51:03 – Konnan talks WWE – Colt asked Konnan about his time in WWE. Konnan discussed the Max Moon gimmick and the struggles with getting the costume from town to town. Konnan left WWE because of the drug scene, as well as his burgeoning soap opera career in Mexico. Tito Santana called Konnan and told him he was about to get fired, and that they wanted Paul Diamond to take over the Max Moon gimmick. Konnan didn’t care about WWE, and praised Colt as someone else who has made it without WWE. Konnan said he doesn’t care if he goes to WWE as a writer, or in the Hall of Fame, because he’s made all his money without WWE.

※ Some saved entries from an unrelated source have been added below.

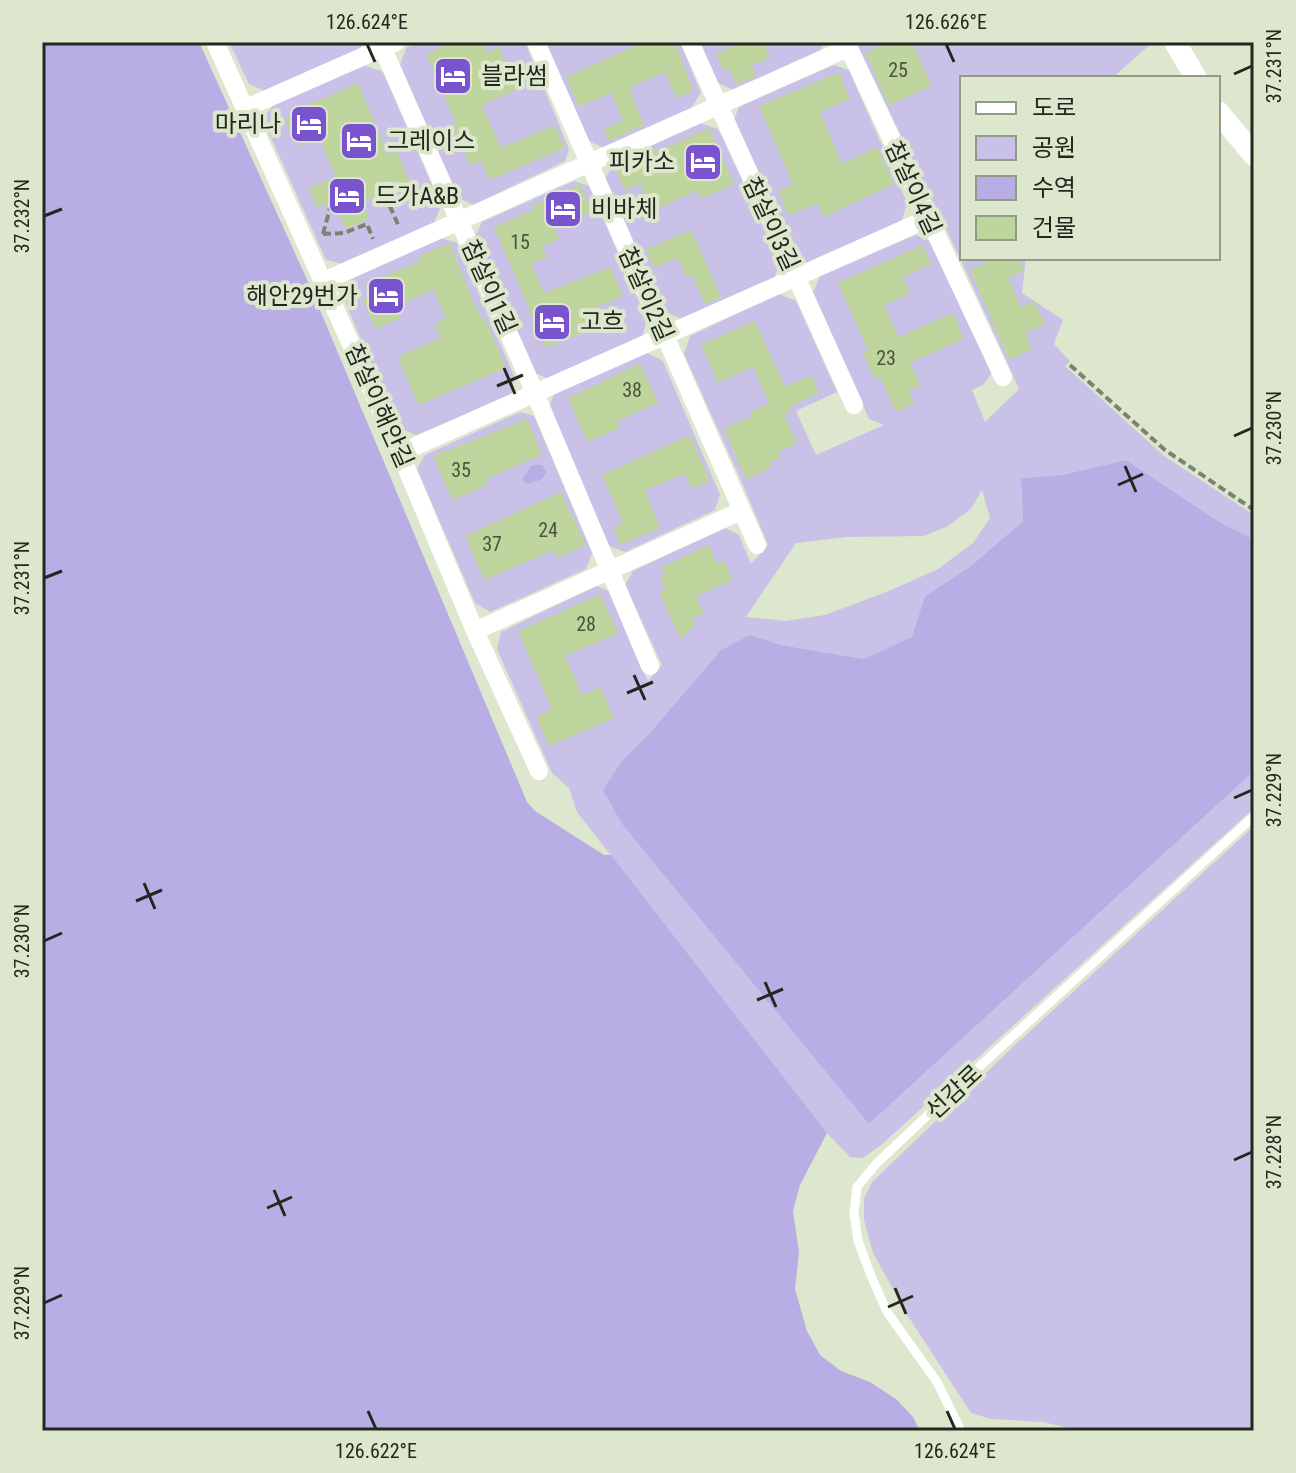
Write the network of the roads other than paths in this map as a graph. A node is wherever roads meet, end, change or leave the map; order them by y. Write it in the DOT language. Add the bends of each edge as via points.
graph roads {
  1 [pos="215,42"];
  2 [pos="536,42"];
  3 [pos="690,42"];
  4 [pos="1175,42"];
  5 [pos="386,44"];
  6 [pos="847,45"];
  7 [pos="1195,76"];
  8 [pos="717,106"];
  9 [pos="246,108"];
  10 [pos="1220,114"];
  11 [pos="1254,155"];
  12 [pos="589,164"];
  13 [pos="459,219"];
  14 [pos="927,219"];
  15 [pos="796,279"];
  16 [pos="324,281"];
  17 [pos="664,336"];
  18 [pos="1003,377"];
  19 [pos="535,393"];
  20 [pos="854,405"];
  21 [pos="400,453"];
  22 [pos="741,511"];
  23 [pos="757,545"];
  24 [pos="611,570"];
  25 [pos="475,631"];
  26 [pos="650,666"];
  27 [pos="539,771"];
  28 [pos="1254,816"];
  29 [pos="961,1431"];
  1 -- 9 [label="street, 참살이해안길"];
  2 -- 12 [label="street, 참살이2길"];
  3 -- 8 [label="street, 참살이3길"];
  4 -- 7 [label="street"];
  5 -- 9 [label="street"];
  5 -- 13 [label="street, 참살이1길"];
  6 -- 8 [label="street"];
  6 -- 14 [label="street, 참살이4길"];
  8 -- 12 [label="street"];
  8 -- 15 [label="street, 참살이3길"];
  9 -- 16 [label="street, 참살이해안길" via="315,238"];
  10 -- 11 [label="street"];
  12 -- 13 [label="street"];
  12 -- 17 [label="street, 참살이2길"];
  13 -- 16 [label="street"];
  13 -- 19 [label="street, 참살이1길"];
  14 -- 15 [label="street"];
  14 -- 18 [label="street, 참살이4길"];
  15 -- 17 [label="street"];
  15 -- 20 [label="street, 참살이3길"];
  16 -- 21 [label="street, 참살이해안길"];
  17 -- 19 [label="street"];
  17 -- 22 [label="street, 참살이2길"];
  19 -- 21 [label="street"];
  19 -- 24 [label="street, 참살이1길"];
  21 -- 25 [label="street, 참살이해안길"];
  22 -- 23 [label="street, 참살이2길"];
  22 -- 24 [label="street"];
  24 -- 25 [label="street"];
  24 -- 26 [label="street, 참살이1길"];
  25 -- 27 [label="street, 참살이해안길"];
  28 -- 29 [label="lane, 선감로" via="967,1078 857,1187 858,1241 872,1278 887,1312 937,1382"];
}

54:56 – Konnan and Colt end the interview – Colt said that Konnan is someone he really likes, and he passes the Sanjay Dutt test of people who Dutt likes. Konnan told a story of going to Sudan with Dutt and realizing they should have gotten vaccinations on the plane ride over. Konnan plugged his podcast, and joked about Colt being very professional when recording his show. Konnan plugged his social media and joked with Colt about Walemania before signing off.

1:00:26 – Colt wraps up the show – Colt briefly ran down all the topics he didn’t get to with Konnan and said he would have to have him back on. Colt plugged his website, social media, and upcoming events, then thanked Konnan, his tech help and sponsors. Colt started speaking Spanish, and signed off.

1:03:23 – Easter Egg Clip: Konnan and Colt speak Spanish – Konnan said something in Spanish and Colt said some basic Spanish words in a joking manner. Konnan called Colt “Twinkie the Kid” which caused Colt to say “No bien” over and over.


Score: 8.0 – This was a stellar episode of The Art of Wrestling. Konnan is clearly someone who, without being overly boastful, is comfortable talking about his life and career highlights in an open way. The audio quality on this episode was also phenomenal, especially considering it was recorded in a hallway and had to be fixed in post-production. Konnan was the quintessential Art of Wrestling guest, covering both Colt’s fascination with facets of wrestling he isn’t familiar with, like Mexican lucha libre, and weird relics from WWE’s past, such as the Max Moon gimmick. It would have been nice to touch on WCW or anything Konnan has done recently, but for someone with such a jammed packed career, a one-hour interview was never going to do it justice. This was still a highly recommended episode to anyone interested in professional wrestling.